Dieser Job beflügelt die Phantasie - zumindest, was Filmemacher und Autoren betrifft. Einsame Nächte im Taxiwagen oder
spannende Begegnungen während der Fahrt: Auch wenn dieses Klischee natürlich nur einen kleinen Teil der Realität ausmacht,
so fasziniert der Beruf allen Hürden zum Trotz noch immer zahlreiche Menschen.
Aufgaben und Tätigkeiten: Das macht den Job aus
Ein Taxifahrer arbeitet meist im Schichtdienst, wobei selbstverständlich auch Wochenenden und Nachtdienste eingeplant
werden müssen. Die allermeisten Unternehmen setzen die Bereitschaft zum Schichtdienst voraus. Die Aufgabe selbst ist
klar definiert - Fahrgäste wollen je nach Wunsch von A nach B gebracht werden, was von einer kurzen Stadtfahrt bis zur
längeren Tour alle Möglichkeiten umfasst. Der Zuschlag für einen Auftrag kann auf zweierlei Weise erfolgen: Über den
Taxifunk vergibt die Zentrale des Arbeitgebers Touren, die von Kunden bestellt wurden. Diese werden entweder direkt
zugeteilt oder an den ersten Fahrer vergeben, welcher sich rückmeldet. An großen Plätzen, beispielsweise Innenstäden,
Bahnhof oder Messen, werden Taxis auch direkt geordert. In diesem Fall gibt der Fahrer eine kurze Rückmeldung an die
Zentrale über seine Tour sowie die mögliche Fahrtzeit. Neben dem Fahren selbst ist so mancher Taxifahrer auch als
Gesprächspartner gefragt: Ein wenig Smalltalk gehört für die allermeisten Fahrgäste einfach dazu. Mindestens ebenso
zum Jobprofil gehört außerdem die Wartezeit, welche insbesondere zu später Stunde unter der Woche sehr lang werden kann.
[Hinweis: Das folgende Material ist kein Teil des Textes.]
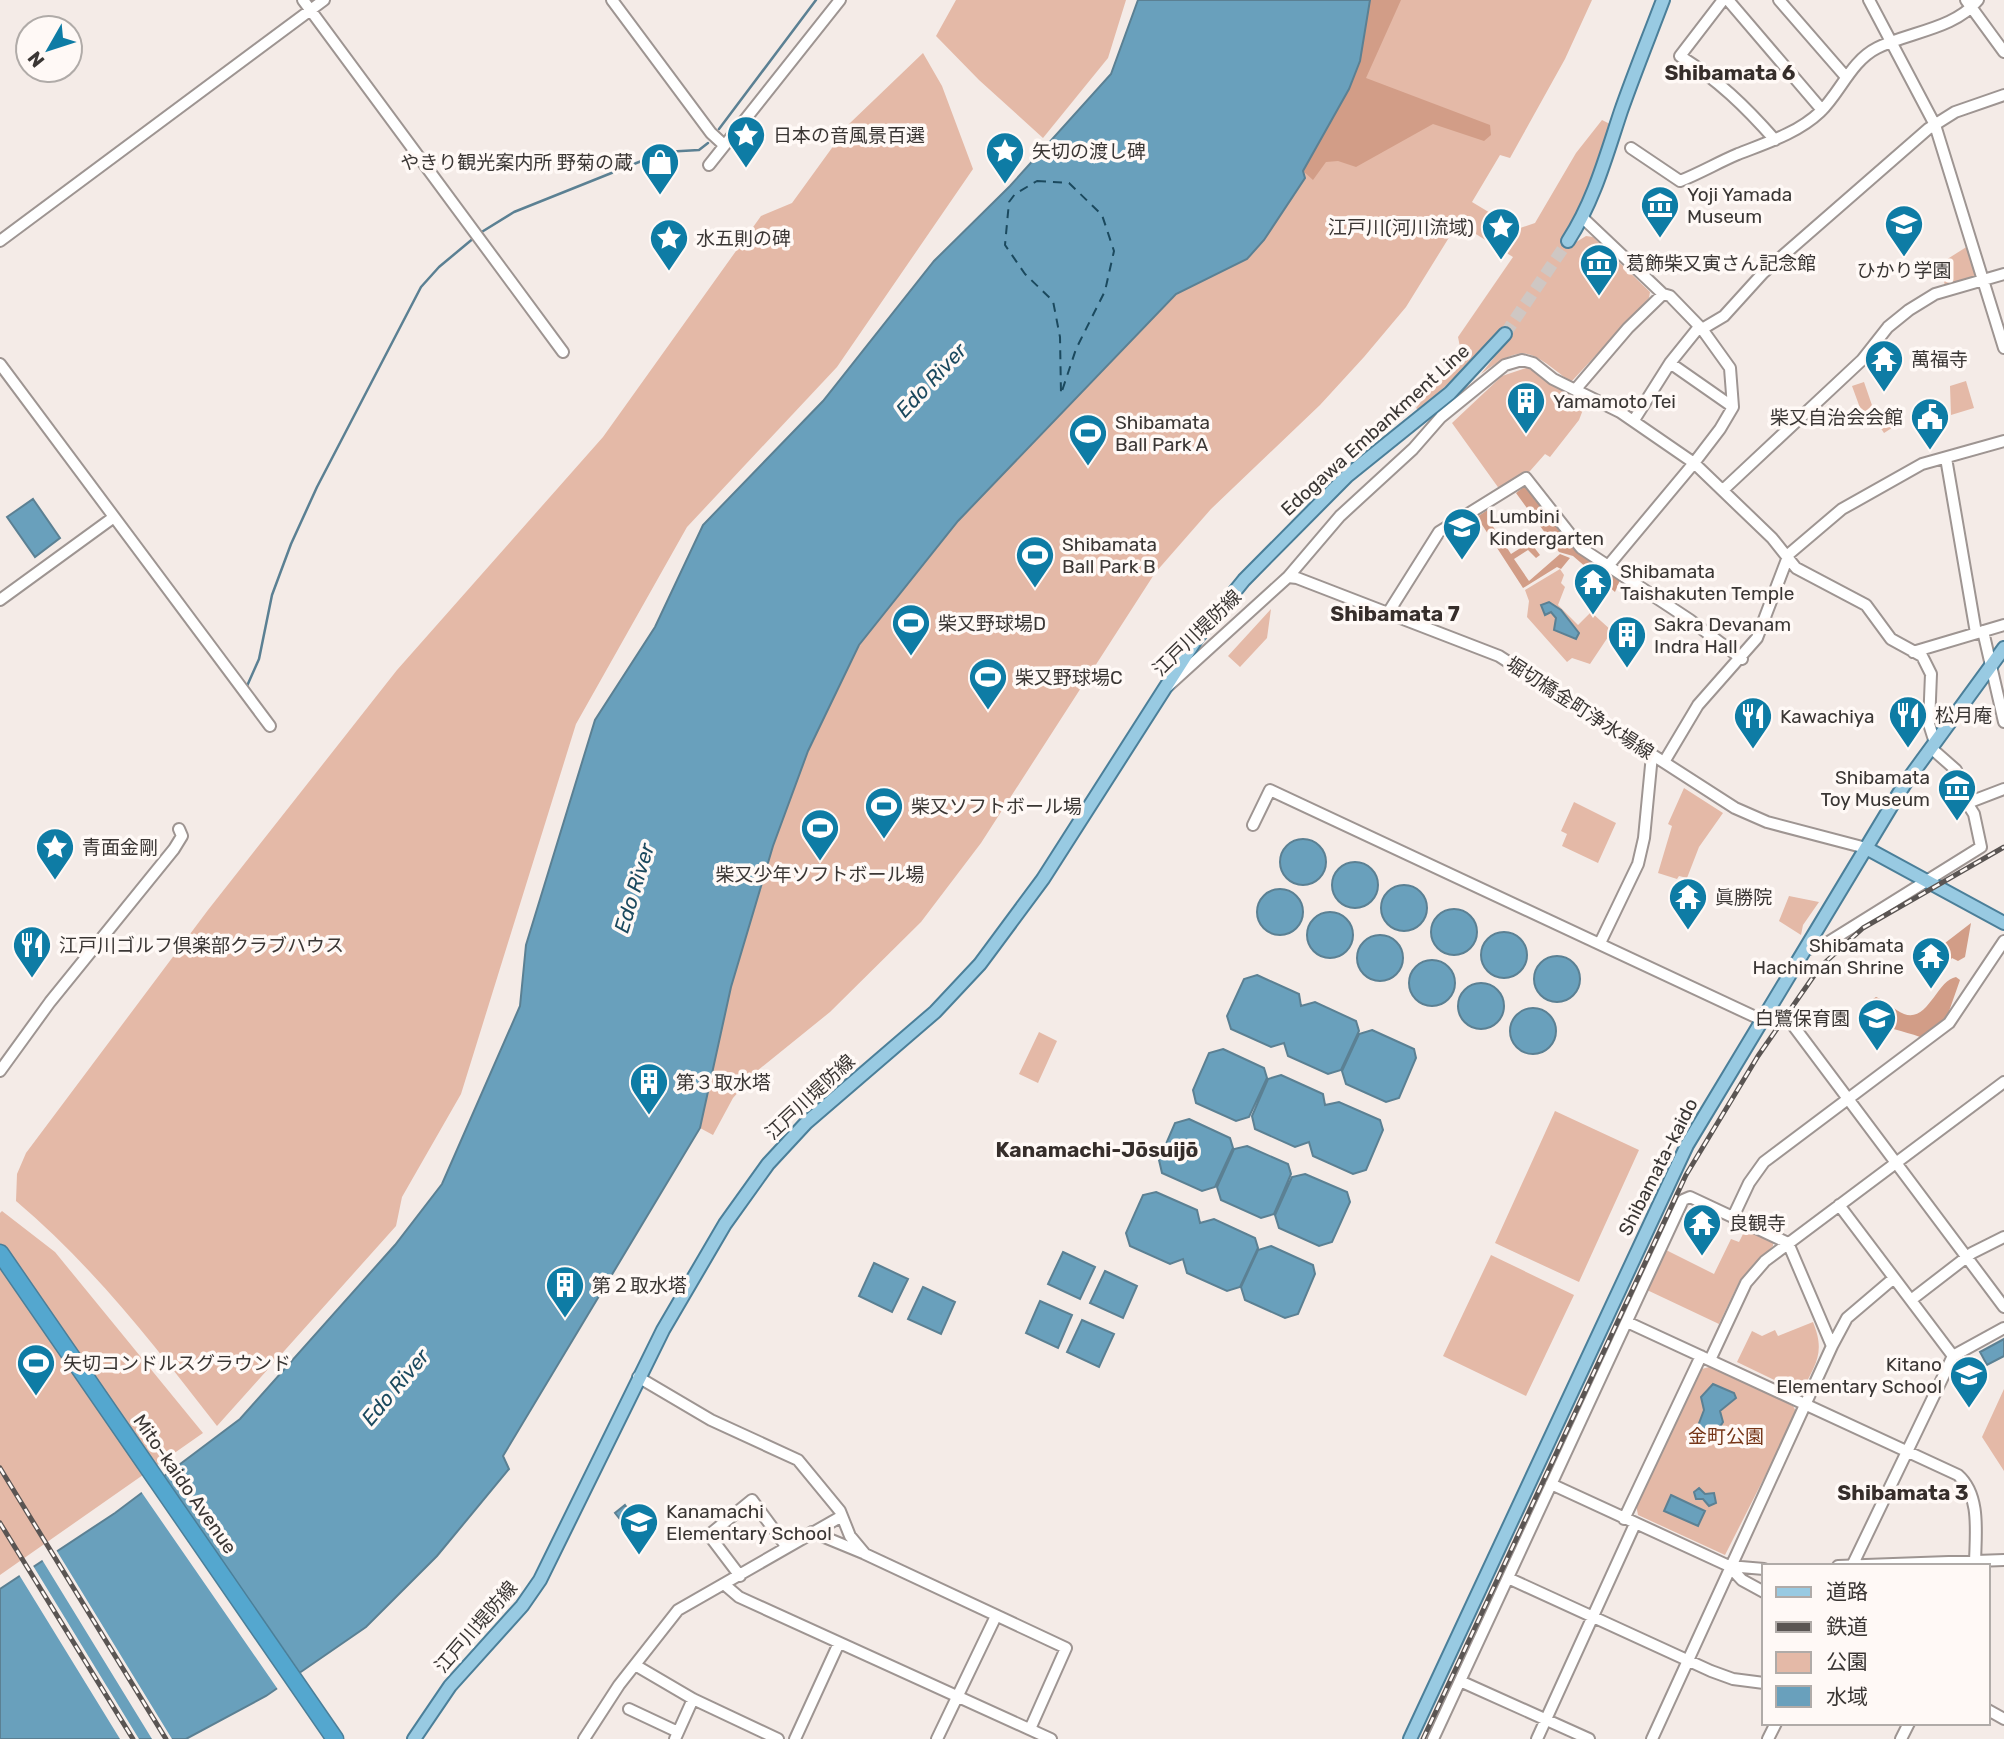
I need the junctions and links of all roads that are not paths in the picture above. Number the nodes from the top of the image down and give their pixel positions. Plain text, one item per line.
1 (303, 0) edge
2 (324, 0) edge
3 (612, 0) edge
4 (840, 0) edge
5 (1664, 0) edge
6 (1726, 0) edge
7 (1779, 0) edge
8 (1869, 0) edge
9 (1972, 3) edge
10 (310, 10) junction
11 (1892, 43) junction
12 (2004, 52) edge
13 (1846, 77) junction
14 (2004, 95) edge
15 (1822, 110) junction
16 (1935, 125) junction
17 (1775, 140) junction
18 (724, 145) junction
19 (1631, 148) dead end
20 (709, 165) dead end
21 (1583, 218) junction
22 (0, 241) edge
23 (1568, 241) tunnel mouth
24 (2004, 274) edge
25 (1984, 280) junction
26 (1663, 294) junction
27 (1701, 328) junction
28 (1505, 334) tunnel mouth
29 (2004, 348) edge
30 (563, 352) dead end
31 (1670, 362) junction
32 (0, 364) edge
33 (1575, 390) junction
34 (1732, 407) junction
35 (1634, 420) junction
36 (2004, 441) edge
37 (1946, 458) junction
38 (1694, 463) junction
39 (1723, 490) junction
40 (114, 517) junction
41 (1787, 558) junction
42 (1608, 566) junction
43 (1288, 577) junction
44 (0, 600) edge
45 (1388, 613) junction
46 (2004, 625) edge
47 (1980, 632) junction
48 (2004, 648) edge
49 (1913, 652) junction
50 (1742, 659) junction
51 (1991, 665) junction
52 (1168, 686) junction
53 (2004, 722) edge
54 (270, 726) dead end
55 (1933, 745) junction
56 (1652, 755) junction
57 (1664, 762) junction
58 (2004, 789) edge
59 (1966, 802) junction
60 (1253, 825) dead end
61 (179, 829) dead end
62 (1866, 848) junction
63 (1928, 881) junction
64 (2004, 923) edge
65 (2004, 941) edge
66 (1600, 943) junction
67 (1805, 950) junction
68 (1762, 1020) junction
69 (1792, 1024) dead end
70 (0, 1071) edge
71 (2004, 1082) edge
72 (1848, 1098) junction
73 (1895, 1162) junction
74 (1839, 1205) junction
75 (1733, 1217) junction
76 (2004, 1237) edge
77 (1788, 1243) junction
78 (0, 1253) edge
79 (1966, 1257) junction
80 (0, 1272) edge
81 (1894, 1278) junction
82 (1911, 1300) junction
83 (2004, 1307) edge
84 (1627, 1322) junction
85 (2004, 1328) edge
86 (1832, 1346) junction
87 (1953, 1356) junction
88 (1705, 1358) junction
89 (638, 1377) junction
90 (1806, 1405) junction
91 (1907, 1451) junction
92 (1551, 1484) junction
93 (842, 1516) junction
94 (1630, 1522) junction
95 (812, 1532) junction
96 (786, 1546) junction
97 (865, 1554) junction
98 (2004, 1560) edge
99 (1975, 1563) edge
100 (1852, 1564) edge
101 (1914, 1564) edge
102 (1729, 1566) junction
103 (1762, 1569) edge
104 (740, 1576) junction
105 (1510, 1579) junction
106 (725, 1585) junction
107 (1762, 1591) edge
108 (996, 1616) junction
109 (1591, 1616) junction
110 (839, 1643) junction
111 (1688, 1660) junction
112 (635, 1665) junction
113 (1460, 1681) junction
114 (1762, 1683) edge
115 (957, 1697) junction
116 (693, 1699) junction
117 (629, 1709) dead end
118 (1545, 1719) junction
119 (1024, 1732) edge
120 (676, 1735) edge
121 (323, 1739) edge
122 (335, 1739) edge
123 (414, 1739) edge
124 (584, 1739) edge
125 (778, 1739) edge
126 (795, 1739) edge
127 (937, 1739) edge
128 (1051, 1739) edge
129 (1410, 1739) edge
130 (1433, 1739) edge
131 (1537, 1739) edge
132 (1589, 1739) edge
133 (1652, 1739) edge

1 - 10 street
2 - 10 street
3 - 18 street
4 - 18 street
5 - 21 main road
6 - 15 street
6 - 17 street
7 - 13 street
8 - 11 street
9 - 11 street
9 - 12 street
10 - 22 street
10 - 30 street
11 - 13 street
11 - 16 street
13 - 15 street
14 - 16 street
15 - 17 street
16 - 25 street
16 - 27 street
17 - 19 street
18 - 20 street
21 - 23 main road
21 - 26 street
24 - 25 street
25 - 29 street
25 - 39 street
26 - 27 street
26 - 33 street
27 - 31 street
27 - 34 street
28 - 52 main road, Edogawa Embankment Line
31 - 34 street
31 - 35 street
32 - 40 street
33 - 35 street, 江戸川堤防線
33 - 43 street, 江戸川堤防線
34 - 38 street
35 - 38 street, 江戸川堤防線
36 - 37 street
37 - 41 street
37 - 47 street
38 - 39 street, 江戸川堤防線
38 - 42 street
39 - 41 street, 江戸川堤防線
40 - 44 street
40 - 54 street
41 - 49 street, 江戸川堤防線
41 - 50 street
42 - 45 street
42 - 50 street
43 - 45 street, 堀切橋金町浄水場線
43 - 52 street, 江戸川堤防線
45 - 56 street, 堀切橋金町浄水場線
46 - 47 street
47 - 49 street
47 - 51 street
48 - 51 main road, Shibamata-kaido
49 - 55 street, 江戸川堤防線
50 - 57 street
51 - 53 street
51 - 55 main road, Shibamata-kaido
52 - 89 main road, 江戸川堤防線
55 - 59 street
55 - 62 main road, Shibamata-kaido
56 - 57 street, 堀切橋金町浄水場線
56 - 66 street
57 - 62 street, 堀切橋金町浄水場線
58 - 59 street
59 - 63 street
60 - 66 street
61 - 70 street
62 - 63 main road
62 - 67 main road, Shibamata-kaido
63 - 64 main road
63 - 67 street
65 - 72 street
66 - 68 street
67 - 68 main road, Shibamata-kaido
68 - 129 main road, Shibamata-kaido
69 - 72 street
71 - 73 street
72 - 73 street
72 - 75 street
73 - 74 street
73 - 79 street
74 - 77 street
74 - 81 street
75 - 77 street
75 - 84 street
76 - 79 street
77 - 86 street
77 - 88 street
78 - 122 highway, Mito-kaido Avenue
79 - 82 street
79 - 83 street
80 - 121 highway, Mito-kaido Avenue
81 - 82 street
81 - 86 street
82 - 87 street
84 - 88 street
84 - 92 street
85 - 87 street
86 - 90 street
87 - 91 street
88 - 90 street
88 - 94 street
89 - 93 street
89 - 123 main road, 江戸川堤防線
90 - 91 street
90 - 102 street
91 - 99 street
91 - 100 street
92 - 94 street
92 - 105 street
93 - 95 street
93 - 97 street
94 - 102 street
94 - 109 street
95 - 96 street
95 - 97 street
96 - 104 street
96 - 104 street
97 - 108 street
98 - 99 street
99 - 101 street
102 - 103 street
102 - 107 street
102 - 111 street
104 - 106 street
105 - 109 street
105 - 113 street
106 - 110 street
106 - 112 street
108 - 115 street
108 - 119 street
109 - 111 street
109 - 118 street
110 - 115 street
110 - 126 street
111 - 114 street
111 - 133 street
112 - 116 street
112 - 124 street
113 - 118 street
113 - 130 street
115 - 119 street
115 - 127 street
116 - 120 street
116 - 125 street
117 - 120 street
118 - 131 street
118 - 132 street
119 - 128 street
Voraussetzungen & Fähigkeiten: Was man als Taxifahrer mitbringen sollte
Ein Führerschein sowie ein Personenbeförderungsschein sind die formalen Voraussetzungen, um als Taxifahrer tätig zu
werden. Letzterer muss nicht zwingend bei der Bewerbung um einen Job vorliegen, manche Taxiunternehmer zahlen ihren
Fahrern die Kosten für die Ausstellung. Darüber hinaus werden fundierte Ortskenntnisse verlangt, welche ebenfalls in
der Prüfung für den Personenbeförderungsschein abgefragt werden. Darüber hinaus sollten gute Umgangsformen eine
Selbstverständlichkeit sein. Gelassenheit und Humor helfen, wenn der Job einmal stressig oder anstrengend wird -
beispielsweise bei der Beförderung betrunkener Partygäste am Wochenende. Übrigens: Alles gefallen lassen muss sich
ein Taxifahrer selbstverständlich nicht, insbesondere, wenn die Sicherheit der Fahrgäste gefährdet ist. Hier ist die
Rücksprache mit der Zentrale sowie ggf. der Polizei sinnvoll.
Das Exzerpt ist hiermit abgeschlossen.